The final national security lie linked to 9/11 is the one that matters most now. The Republicans claim that America is safer now because of the invasion of Iraq. That's wrong by several measures. Bush's two top reasons for the invasion were to destroy Iraq's weapons of mass destruction and end its support for international terrorism. Both premises turned out to be false. Since Saddam Hussein's Iraq posed no threat to the US, overthrowing his government had negligible direct impact on American national security. But invasion under the doctrine of preventive war in defiance of international institutions and under false pretences, plus the deployment of more than 150,000 troops for more than five years has wrought far-reaching national security harm.

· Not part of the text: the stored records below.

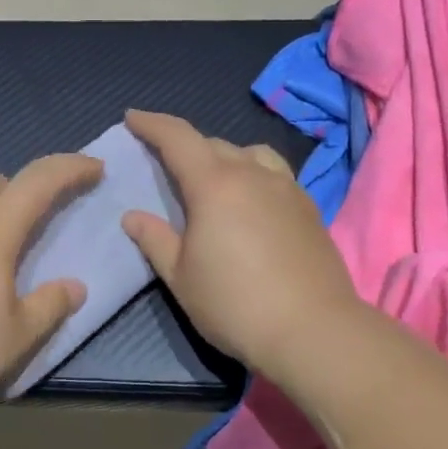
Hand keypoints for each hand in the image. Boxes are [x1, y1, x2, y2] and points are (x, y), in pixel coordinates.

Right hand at [122, 110, 365, 381]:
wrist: (314, 331)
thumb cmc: (236, 305)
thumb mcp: (181, 277)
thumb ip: (155, 240)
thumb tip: (133, 216)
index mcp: (214, 184)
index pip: (178, 138)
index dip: (152, 124)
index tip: (133, 117)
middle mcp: (252, 174)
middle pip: (213, 144)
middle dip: (185, 146)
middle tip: (165, 163)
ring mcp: (286, 188)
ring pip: (250, 153)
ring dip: (224, 157)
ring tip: (213, 180)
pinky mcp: (308, 207)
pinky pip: (274, 173)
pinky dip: (253, 174)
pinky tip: (251, 203)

The Iraq invasion distracted the US military and the world from the real fight against al-Qaeda in Afghanistan. It also pre-empted providing Afghanistan with the political and infrastructure foundations needed to create a modern nation. Meanwhile, Osama bin Laden remains at large, and al-Qaeda has orchestrated attacks on London, Madrid and beyond that have taken hundreds of lives.

The Iraq invasion - a unilateral attack on a Muslim majority country - has served as al-Qaeda's best recruiting tool. It's given terrorists of all stripes a training ground, just as the Soviet invasion of Afghanistan did for Osama bin Laden's generation. But you don't have to be a jihadi or even a Muslim to have lost respect for America over the Iraq debacle. After enjoying virtually the entire world's goodwill after 9/11, polls showed America's standing in the world plummeted after the Iraq invasion. Favorable ratings are only recovering now because the Bush administration is approaching its end. It's impossible to calculate the impact of that tide of anti-Americanism in areas from the value of the US dollar to the potential Einsteins and their parents who have decided against moving to Bush's America.

It hasn't just been ordinary people who've noticed America is different since 9/11. Nations and their leaders have tacked in the wake of Iraq. Bush's "axis of evil" designee North Korea has become a nuclear-armed international outlaw, with the capacity to strike America's closest Asia allies, and perhaps even US territory. Iran, the third member of the "Axis", has realized that when a superpower says it will wage pre-emptive war, nuclear arms are the only meaningful defense.

With America overstretched and distracted by Iraq and bogged down in Afghanistan, Russia is reasserting its ambitions. It's using its energy resources and armed forces against its neighbors, echoing the bygone days of the Soviet Union. Other local bullies are watching with interest, realizing that the US lacks the resources to counter military adventurism.

Facing a nuclear North Korea and an aggressive Russia, in debt to China, reviled in much of the world, and still fighting two wars half a world away from home, there's no way America is safer now than it was in March 2003 - when the US invaded Iraq.

Unless, that is, you accept September 11, 2001, as an example of keeping America safe.